Elgar stood in for regular Test captain Faf du Plessis when he missed the first Test against England in 2017, following the birth of his first child. In January 2019, during Pakistan series, South Africa's captain Faf du Plessis was penalised for a slow over-rate in the second Test and was suspended for the third and final Test of the series. Elgar was named as the stand-in captain for the third Test. He took over as full-time test captain, following the resignation of Quinton de Kock from the position. His first test as captain came against the West Indies in June 2021. South Africa won this match by an innings and 63 runs and then won the following test by 158 runs, giving Elgar a 2–0 victory in his debut series as captain. In January 2022, during the 2021–22 Indian tour of South Africa Elgar scored an unbeaten 96 in the second test to guide South Africa to a seven wicket victory and draw the series level. On 3 January 2024, Elgar played his last test for South Africa against India, which concluded on 4 January, at Newlands in Cape Town, before retiring from international cricket.
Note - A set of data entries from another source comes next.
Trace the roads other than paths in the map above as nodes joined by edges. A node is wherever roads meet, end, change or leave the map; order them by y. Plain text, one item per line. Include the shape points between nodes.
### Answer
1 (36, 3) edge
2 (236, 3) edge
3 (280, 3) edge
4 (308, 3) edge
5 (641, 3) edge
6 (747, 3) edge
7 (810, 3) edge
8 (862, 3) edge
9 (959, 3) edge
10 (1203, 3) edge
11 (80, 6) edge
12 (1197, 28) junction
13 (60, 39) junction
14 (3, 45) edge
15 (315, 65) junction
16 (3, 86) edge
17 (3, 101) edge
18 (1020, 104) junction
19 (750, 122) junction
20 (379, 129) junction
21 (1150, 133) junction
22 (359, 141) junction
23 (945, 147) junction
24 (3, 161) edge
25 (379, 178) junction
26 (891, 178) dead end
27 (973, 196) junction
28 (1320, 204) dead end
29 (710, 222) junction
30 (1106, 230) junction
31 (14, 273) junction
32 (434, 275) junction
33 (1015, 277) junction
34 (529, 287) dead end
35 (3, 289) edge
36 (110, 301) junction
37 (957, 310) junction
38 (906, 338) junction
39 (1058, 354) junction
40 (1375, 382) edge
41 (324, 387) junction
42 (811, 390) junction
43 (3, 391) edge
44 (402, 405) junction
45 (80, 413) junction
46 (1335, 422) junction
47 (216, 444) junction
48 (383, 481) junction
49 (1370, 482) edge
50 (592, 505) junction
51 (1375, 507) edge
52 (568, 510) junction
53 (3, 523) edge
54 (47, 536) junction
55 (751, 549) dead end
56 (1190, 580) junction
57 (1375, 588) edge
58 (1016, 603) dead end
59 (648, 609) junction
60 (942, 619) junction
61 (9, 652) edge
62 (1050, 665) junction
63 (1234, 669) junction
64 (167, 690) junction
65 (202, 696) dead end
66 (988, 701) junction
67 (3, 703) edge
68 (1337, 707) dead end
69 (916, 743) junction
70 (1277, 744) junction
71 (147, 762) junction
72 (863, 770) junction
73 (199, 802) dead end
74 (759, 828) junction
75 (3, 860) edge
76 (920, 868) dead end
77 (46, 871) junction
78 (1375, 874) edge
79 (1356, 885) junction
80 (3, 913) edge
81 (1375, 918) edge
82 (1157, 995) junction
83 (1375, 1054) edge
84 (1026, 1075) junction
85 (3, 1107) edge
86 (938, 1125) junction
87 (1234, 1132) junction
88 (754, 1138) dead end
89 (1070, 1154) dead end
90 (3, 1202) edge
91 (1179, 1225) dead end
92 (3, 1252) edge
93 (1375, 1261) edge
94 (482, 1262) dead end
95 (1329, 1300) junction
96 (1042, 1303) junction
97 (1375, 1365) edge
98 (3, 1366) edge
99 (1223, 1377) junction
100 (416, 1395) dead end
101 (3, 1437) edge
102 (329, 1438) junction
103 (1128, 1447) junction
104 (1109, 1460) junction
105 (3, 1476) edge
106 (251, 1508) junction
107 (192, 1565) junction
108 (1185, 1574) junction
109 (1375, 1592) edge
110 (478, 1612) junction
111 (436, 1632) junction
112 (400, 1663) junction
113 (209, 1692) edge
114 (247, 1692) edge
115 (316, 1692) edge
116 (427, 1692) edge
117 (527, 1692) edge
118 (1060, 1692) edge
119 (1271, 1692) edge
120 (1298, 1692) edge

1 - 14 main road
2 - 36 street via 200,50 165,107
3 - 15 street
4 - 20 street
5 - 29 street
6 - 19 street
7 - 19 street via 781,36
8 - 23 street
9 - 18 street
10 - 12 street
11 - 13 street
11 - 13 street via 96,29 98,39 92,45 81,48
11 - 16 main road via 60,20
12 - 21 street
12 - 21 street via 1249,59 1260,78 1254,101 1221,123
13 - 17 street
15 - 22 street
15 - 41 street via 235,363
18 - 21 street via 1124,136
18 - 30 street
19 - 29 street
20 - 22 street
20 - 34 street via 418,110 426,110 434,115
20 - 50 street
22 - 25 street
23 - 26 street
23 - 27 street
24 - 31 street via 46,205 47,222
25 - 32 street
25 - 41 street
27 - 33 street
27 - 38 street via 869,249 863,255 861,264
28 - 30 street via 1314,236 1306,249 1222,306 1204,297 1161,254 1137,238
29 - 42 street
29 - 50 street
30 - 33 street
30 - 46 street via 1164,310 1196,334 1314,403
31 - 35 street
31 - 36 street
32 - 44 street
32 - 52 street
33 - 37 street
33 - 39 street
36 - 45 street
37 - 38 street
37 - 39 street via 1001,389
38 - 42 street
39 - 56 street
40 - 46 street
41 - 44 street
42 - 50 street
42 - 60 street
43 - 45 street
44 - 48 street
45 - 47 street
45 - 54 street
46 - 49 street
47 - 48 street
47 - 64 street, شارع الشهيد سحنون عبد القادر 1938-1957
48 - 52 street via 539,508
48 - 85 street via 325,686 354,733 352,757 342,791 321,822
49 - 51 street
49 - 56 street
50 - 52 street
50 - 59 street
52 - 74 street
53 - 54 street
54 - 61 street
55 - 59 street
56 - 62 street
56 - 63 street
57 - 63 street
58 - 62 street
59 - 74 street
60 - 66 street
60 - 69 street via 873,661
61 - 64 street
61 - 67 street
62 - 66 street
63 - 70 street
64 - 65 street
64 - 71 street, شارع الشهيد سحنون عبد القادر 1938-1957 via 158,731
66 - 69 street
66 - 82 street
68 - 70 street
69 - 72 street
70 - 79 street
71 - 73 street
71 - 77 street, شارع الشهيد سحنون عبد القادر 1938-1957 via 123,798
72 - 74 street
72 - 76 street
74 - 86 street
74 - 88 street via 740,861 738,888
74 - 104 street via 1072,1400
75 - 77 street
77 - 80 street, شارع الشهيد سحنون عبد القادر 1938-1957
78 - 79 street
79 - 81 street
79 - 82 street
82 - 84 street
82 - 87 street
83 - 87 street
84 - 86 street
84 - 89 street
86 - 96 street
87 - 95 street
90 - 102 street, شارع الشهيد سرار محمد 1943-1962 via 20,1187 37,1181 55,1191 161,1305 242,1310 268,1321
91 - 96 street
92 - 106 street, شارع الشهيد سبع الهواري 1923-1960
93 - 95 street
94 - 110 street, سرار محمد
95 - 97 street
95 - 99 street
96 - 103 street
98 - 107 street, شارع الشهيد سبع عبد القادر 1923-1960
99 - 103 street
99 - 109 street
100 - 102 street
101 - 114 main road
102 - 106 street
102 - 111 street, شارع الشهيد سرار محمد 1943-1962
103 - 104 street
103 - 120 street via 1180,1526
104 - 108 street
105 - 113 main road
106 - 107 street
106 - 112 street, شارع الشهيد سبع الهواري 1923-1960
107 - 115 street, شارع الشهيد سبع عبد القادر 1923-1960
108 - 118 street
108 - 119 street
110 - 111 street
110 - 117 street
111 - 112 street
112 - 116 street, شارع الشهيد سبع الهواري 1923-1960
==Domestic and franchise cricket==
In September 2019, Elgar was named in the squad for the Tshwane Spartans team for the 2019 Mzansi Super League tournament. In April 2021, he was named in Northerns' squad, ahead of the 2021–22 cricket season in South Africa. In February 2022, Elgar was named as the captain of the Titans for the 2021–22 CSA T20 Challenge.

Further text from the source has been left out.